Maria grabs Dee's pistol and shoots Angel dead, sending the now leaderless bandoleros into full retreat. Maria professes her love to Dee and kisses him before he dies. Mace returns the money to Sheriff Johnson, and then falls dead from his wound. Maria and the sheriff, with little left of the posse, bury the Bishop brothers and dead posse members, after which Maria remarks that no one will know who was there. They then begin the ride back to Texas.

==Cast==
- James Stewart as Mace Bishop
- Dean Martin as Dee Bishop
- Raquel Welch as Maria Stoner
- George Kennedy as Sheriff July Johnson
- Andrew Prine as Deputy Sheriff Roscoe Bookbinder
- Will Geer as Pop Chaney
- Clint Ritchie as "Babe" Jenkins
- Denver Pyle as Muncie Carter
- Tom Heaton as Joe Chaney
- Rudy Diaz as Angel
- Sean McClory as Robbie O'Hare
- Harry Carey Jr. as Cort Hayjack (credited as Harry Carey)
- Don "Red" Barry as Jack Hawkins (credited as Donald Barry)
- Guy Raymond as Ossie Grimes
- Perry Lopez as Frisco
- Jock Mahoney as Stoner
- Dub Taylor as Attendant
- Big John Hamilton as Bank Customer
- Robert Adler as Ross Harper (credited as Bob Adler)
- John Mitchum as Bath House Customer
- Patrick Cranshaw as Bank Clerk (credited as Joseph Patrick Cranshaw)
- Roy Barcroft as The Bartender

==Production==
Originally known as Mace, the film was shot at the Alamo Village, the movie set originally created for John Wayne's The Alamo. Parts of the film were also shot at Kanab Canyon and Glen Canyon in Utah.

Raquel Welch later said of her performance, "No one is going to shout, 'Wow it's Anne Bancroft all over again', but at least I'm not Miss Sexpot running around half naked all the time." "I think she's going to stack up all right", Stewart said of Welch.

Larry McMurtry, the author of the novel Lonesome Dove, reportedly paid homage to Bandolero! by using similar names for the characters in his book. Both tales begin near the Mexican border and involve bandoleros. Both have a sheriff named July Johnson and a deputy Roscoe who travel a great distance in search of a wanted criminal and the woman who has rejected the sheriff's love. Both stories have a charismatic outlaw named Dee, who is about to be hanged and who wins the love of the woman before he dies. In the Lonesome Dove miniseries, the main characters twice pass directly in front of the Alamo—or at least a set built to replicate the Alamo.

==Reception==
Bandolero! earned North American rentals of $5.5 million in 1968. According to Fox records, the film required $10,200,000 in rentals to break even, and by 11 December 1970, had made $8,800,000, resulting in a loss for the studio.
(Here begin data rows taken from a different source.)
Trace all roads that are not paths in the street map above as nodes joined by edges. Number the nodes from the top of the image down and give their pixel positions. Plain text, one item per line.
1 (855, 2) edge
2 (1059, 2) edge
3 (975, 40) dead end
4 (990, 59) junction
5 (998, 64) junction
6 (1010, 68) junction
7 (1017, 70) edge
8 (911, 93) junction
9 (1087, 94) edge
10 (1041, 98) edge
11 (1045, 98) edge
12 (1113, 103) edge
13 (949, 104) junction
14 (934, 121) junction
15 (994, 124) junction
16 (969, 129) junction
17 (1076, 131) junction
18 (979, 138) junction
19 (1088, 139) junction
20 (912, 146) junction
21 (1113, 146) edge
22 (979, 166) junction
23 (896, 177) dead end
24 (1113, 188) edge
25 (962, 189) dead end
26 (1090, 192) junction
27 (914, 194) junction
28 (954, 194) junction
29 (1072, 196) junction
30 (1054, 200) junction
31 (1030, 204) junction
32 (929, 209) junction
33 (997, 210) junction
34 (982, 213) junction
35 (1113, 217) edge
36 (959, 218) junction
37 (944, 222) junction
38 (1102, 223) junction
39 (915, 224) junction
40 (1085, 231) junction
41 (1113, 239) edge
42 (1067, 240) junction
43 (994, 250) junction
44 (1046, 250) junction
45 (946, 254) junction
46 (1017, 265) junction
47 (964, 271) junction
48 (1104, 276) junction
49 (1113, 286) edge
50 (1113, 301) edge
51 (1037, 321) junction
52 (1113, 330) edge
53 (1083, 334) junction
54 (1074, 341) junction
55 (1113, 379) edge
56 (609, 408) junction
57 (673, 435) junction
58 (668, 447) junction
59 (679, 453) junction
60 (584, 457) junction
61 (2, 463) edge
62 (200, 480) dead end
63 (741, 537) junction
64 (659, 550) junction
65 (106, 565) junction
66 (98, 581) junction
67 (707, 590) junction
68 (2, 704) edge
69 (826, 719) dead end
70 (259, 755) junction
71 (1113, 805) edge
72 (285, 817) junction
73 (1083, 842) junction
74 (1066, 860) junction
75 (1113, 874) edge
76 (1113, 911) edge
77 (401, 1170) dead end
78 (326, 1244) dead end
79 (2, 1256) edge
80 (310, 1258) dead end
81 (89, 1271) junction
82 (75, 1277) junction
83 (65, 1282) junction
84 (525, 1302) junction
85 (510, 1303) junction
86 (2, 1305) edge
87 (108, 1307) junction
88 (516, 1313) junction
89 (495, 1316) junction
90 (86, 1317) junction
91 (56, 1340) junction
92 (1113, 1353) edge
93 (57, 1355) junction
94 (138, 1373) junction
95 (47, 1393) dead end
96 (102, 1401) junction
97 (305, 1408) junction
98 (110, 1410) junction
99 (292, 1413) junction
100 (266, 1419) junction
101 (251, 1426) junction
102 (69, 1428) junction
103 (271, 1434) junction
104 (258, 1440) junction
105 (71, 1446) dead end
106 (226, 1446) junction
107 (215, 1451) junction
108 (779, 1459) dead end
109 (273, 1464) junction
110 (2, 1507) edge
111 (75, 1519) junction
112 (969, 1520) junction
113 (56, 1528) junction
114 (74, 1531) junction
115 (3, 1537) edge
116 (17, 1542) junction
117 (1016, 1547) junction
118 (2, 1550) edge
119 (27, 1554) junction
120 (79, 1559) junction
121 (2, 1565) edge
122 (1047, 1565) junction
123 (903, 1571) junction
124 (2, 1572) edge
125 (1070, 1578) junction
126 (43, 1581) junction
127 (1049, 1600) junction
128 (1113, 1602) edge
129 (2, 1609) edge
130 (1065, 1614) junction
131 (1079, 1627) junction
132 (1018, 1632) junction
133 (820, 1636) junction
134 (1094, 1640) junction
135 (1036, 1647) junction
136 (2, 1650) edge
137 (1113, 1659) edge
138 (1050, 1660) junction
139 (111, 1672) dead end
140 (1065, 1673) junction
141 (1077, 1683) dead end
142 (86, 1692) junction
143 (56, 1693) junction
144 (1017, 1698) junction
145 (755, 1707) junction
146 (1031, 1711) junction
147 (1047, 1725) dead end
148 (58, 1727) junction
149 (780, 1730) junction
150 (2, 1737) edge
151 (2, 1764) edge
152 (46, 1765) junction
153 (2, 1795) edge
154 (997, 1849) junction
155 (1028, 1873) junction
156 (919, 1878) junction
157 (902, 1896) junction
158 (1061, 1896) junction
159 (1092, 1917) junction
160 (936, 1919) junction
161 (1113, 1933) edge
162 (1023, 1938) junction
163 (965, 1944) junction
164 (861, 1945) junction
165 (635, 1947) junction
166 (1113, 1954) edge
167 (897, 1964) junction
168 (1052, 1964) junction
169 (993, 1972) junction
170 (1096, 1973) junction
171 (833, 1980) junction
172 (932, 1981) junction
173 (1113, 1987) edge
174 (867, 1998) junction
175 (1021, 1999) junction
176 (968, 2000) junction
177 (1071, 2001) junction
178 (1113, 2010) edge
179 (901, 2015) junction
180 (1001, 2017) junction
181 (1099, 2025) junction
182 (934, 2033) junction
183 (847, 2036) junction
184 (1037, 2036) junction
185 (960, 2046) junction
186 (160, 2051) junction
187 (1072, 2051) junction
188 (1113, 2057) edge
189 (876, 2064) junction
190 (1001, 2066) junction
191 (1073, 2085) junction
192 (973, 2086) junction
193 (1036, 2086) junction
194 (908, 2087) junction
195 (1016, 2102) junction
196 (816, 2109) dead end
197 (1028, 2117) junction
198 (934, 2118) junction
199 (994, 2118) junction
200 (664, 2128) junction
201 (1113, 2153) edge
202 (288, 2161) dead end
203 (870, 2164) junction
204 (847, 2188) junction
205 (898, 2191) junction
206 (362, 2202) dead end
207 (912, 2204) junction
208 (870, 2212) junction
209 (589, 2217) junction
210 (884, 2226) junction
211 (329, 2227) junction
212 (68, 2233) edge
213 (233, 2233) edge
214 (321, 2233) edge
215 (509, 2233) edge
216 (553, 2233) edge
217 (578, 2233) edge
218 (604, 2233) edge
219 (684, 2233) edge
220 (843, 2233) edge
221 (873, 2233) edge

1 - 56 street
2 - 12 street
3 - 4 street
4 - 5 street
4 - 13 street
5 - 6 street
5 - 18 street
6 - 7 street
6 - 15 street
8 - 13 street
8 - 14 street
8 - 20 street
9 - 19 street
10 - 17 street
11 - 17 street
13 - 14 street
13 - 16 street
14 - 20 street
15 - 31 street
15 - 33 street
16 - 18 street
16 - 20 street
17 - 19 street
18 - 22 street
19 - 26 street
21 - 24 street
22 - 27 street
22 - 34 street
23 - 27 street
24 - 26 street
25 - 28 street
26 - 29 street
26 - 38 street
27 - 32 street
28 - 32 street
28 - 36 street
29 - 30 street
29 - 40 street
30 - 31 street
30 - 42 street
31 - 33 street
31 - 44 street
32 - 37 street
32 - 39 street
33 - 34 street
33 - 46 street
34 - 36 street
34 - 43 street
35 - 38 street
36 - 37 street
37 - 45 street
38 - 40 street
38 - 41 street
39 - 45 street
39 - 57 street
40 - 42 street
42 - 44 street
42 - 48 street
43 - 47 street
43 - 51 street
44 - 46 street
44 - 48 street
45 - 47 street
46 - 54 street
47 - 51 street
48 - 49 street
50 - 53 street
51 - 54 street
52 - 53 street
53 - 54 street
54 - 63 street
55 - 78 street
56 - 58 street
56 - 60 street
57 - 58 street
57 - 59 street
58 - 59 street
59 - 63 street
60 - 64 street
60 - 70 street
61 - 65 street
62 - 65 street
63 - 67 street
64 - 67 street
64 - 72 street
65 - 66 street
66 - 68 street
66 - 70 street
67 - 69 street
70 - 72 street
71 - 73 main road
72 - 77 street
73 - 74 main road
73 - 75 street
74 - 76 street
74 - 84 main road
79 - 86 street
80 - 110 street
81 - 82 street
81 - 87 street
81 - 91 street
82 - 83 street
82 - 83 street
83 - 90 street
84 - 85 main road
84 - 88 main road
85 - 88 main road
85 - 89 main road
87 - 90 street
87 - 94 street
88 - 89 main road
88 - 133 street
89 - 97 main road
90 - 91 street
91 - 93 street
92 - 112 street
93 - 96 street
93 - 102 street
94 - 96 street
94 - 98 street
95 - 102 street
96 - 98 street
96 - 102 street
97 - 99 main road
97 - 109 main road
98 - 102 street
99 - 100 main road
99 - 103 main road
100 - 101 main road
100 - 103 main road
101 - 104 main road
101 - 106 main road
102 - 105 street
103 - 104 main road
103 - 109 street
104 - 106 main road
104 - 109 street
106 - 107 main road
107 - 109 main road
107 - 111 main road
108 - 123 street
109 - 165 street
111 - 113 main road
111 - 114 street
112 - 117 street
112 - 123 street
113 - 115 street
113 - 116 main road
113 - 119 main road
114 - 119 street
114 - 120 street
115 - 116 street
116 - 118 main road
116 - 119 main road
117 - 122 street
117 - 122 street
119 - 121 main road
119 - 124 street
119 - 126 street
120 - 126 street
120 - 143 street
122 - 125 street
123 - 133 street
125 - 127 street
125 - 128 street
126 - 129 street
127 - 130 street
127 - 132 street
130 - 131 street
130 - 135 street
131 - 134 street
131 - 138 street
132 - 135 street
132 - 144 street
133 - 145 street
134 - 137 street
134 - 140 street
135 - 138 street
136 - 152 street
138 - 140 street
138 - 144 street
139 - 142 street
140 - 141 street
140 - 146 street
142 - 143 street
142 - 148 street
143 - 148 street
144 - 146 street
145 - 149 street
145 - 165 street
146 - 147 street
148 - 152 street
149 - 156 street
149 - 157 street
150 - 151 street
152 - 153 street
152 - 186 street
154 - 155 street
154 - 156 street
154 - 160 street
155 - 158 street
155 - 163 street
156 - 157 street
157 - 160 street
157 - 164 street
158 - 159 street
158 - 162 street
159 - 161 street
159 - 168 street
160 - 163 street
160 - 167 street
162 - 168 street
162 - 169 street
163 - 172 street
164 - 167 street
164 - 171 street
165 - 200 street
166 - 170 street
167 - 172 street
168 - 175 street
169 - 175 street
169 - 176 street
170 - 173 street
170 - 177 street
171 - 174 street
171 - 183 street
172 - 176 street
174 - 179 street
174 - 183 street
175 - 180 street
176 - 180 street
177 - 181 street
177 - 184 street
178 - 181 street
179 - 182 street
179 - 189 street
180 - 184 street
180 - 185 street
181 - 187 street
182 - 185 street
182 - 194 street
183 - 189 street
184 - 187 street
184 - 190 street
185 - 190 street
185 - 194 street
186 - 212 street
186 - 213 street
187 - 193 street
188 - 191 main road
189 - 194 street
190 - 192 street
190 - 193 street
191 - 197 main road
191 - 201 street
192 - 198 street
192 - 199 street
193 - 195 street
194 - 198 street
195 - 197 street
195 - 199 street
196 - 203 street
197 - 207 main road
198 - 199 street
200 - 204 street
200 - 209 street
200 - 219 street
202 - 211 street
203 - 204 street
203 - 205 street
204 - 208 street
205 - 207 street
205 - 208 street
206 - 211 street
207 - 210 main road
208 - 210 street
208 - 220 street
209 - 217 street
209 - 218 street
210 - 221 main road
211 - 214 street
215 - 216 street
 Roger Ebert awarded the film 2 out of 4 stars. He praised the performances, particularly Stewart's, but viewed the storyline as "routine".

==Soundtrack==
Jerry Goldsmith's score was released as an LP by Project 3 Records, and years later multiple times on CD. Because of Martin's exclusive contract with Reprise Records, all traces of him were removed from the cover, even the artwork, despite the album being strictly instrumental and his voice never being heard.